FDR - Jean Edward Smith [97]
The romance began innocently enough. Franklin was again in Washington alone for the summer and continued his usual round of social engagements. Lucy was often present at those functions, and FDR, as was his wont, flirted brazenly. Lucy, who in many ways was as strong-willed as Eleanor, flirted back. One thing led to another, and soon Franklin was inviting her for cruises aboard the Navy’s yacht Sylph and long drives in the Virginia countryside. The cruises were always well attended by a host of guests, but the drives were strictly private.
“I saw you twenty miles out in the country,” Alice Longworth teased Franklin, “but you didn’t see me. Your hands were on the wheel but your eyes were on that perfectly lovely lady.”
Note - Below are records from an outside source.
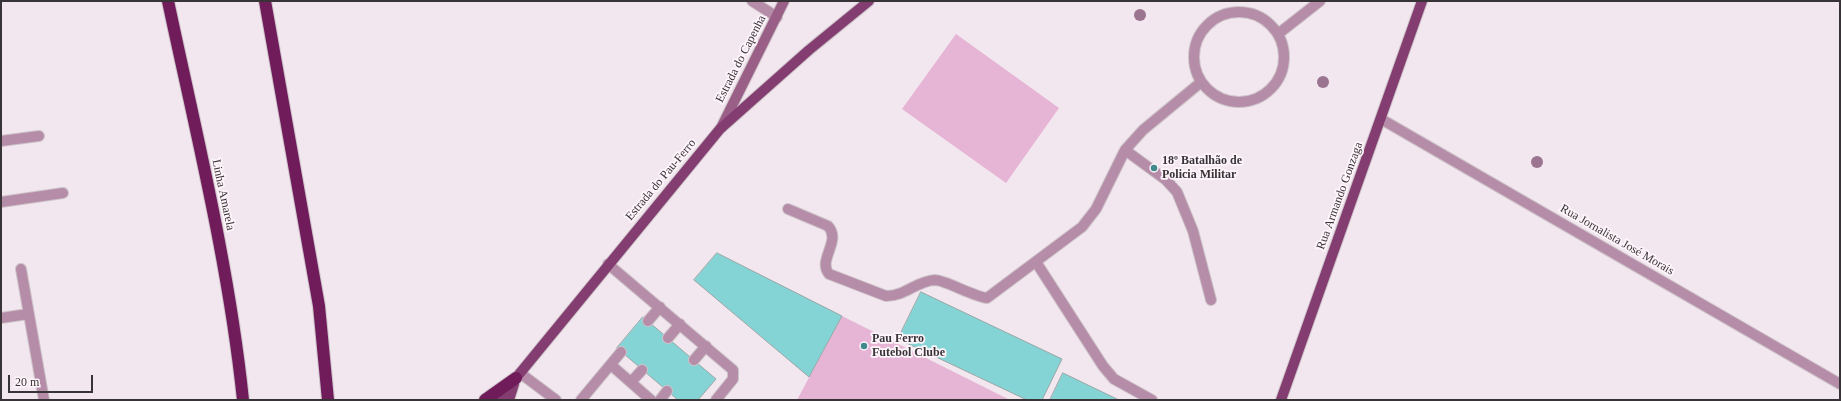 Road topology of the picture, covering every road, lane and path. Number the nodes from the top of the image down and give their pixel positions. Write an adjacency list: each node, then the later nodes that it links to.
1 (168, 1): 38 (highway, Linha Amarela)
2 (265, 1): 40 (highway)
3 (752, 1): 8 (street)
4 (784, 1): 8 (street, Estrada do Capenha)
5 (869, 1): 12 (main road, Estrada do Pau-Ferro)
6 (1320, 1): 9 (street)
7 (1420, 4): 11 (main road, Rua Armando Gonzaga)
8 (777, 17): 12 (street, Estrada do Capenha)
9 (1278, 34): 10 (street); 10 (street)
10 (1200, 83): 15 (street)
11 (1381, 119): 36 (street, Rua Jornalista José Morais); 50 (main road, Rua Armando Gonzaga)
12 (720, 129): 20 (main road, Estrada do Pau-Ferro)
13 (39, 136): 14 (street)
14 (1, 141)
15 (1125, 150): 19 (street); 22 (street)
16 (63, 193): 17 (street)
17 (1, 202)
18 (788, 208): 19 (street)
19 (1036, 262): 49 (street)
20 (608, 264): 23 (street); 34 (main road, Estrada do Pau-Ferro)
21 (21, 269): 24 (street)
22 (1211, 300)
23 (660, 307): 26 (street); 27 (street)
24 (28, 314): 25 (street); 39 (street)
25 (1, 318)
26 (648, 321)
27 (680, 324): 28 (street); 29 (street)
28 (668, 338)
29 (706, 346): 31 (street); 48 (street)
30 (621, 352): 32 (street)
31 (694, 360)
32 (611, 365): 35 (street); 45 (street)
33 (642, 370): 35 (street)
34 (518, 375): 41 (highway); 42 (main road, Estrada do Pau-Ferro); 43 (main road); 44 (street)
35 (631, 382): 46 (street)
36 (1840, 384)
37 (668, 391): 47 (street)
38 (242, 398)
39 (44, 400)
40 (328, 400)
41 (484, 400)
42 (498, 400)
43 (509, 400)
44 (556, 400)
45 (581, 400)
46 (651, 400)
47 (660, 400)
48 (716, 400)
49 (1152, 400)
50 (1281, 400)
“Yes, she is lovely, isn’t she?”67
FDR was happy in Lucy’s company and she very much in his. Unlike Eleanor, Lucy was uncritical in her affection and saw no need to direct his activities or admonish his behavior. She knew instinctively how to please him, to bolster rather than challenge him. Elliott recalls that Lucy had “the same brand of charm as Father, and there was a hint of fire in her warm dark eyes. In the new circumstances of Father’s life at home, I see it as inevitable that they were irresistibly attracted to each other.”68
Friends recognized that as well. A number, such as British Embassy counselor Nigel Law and Franklin’s Harvard classmate Livingston Davis, often provided cover, posing as Lucy’s escorts, while others, such as Alice Longworth and Edith Morton Eustis, provided safe houses for the couple to meet. “Franklin deserved a good time,” said Alice. “He was married to Eleanor.”69 Alice, though she had been Eleanor’s maid of honor, had little good to say about her cousin in those years, and her decision to provide succor for Franklin and Lucy was spiked with malice—perhaps because her own marriage to Nicholas Longworth had turned sour.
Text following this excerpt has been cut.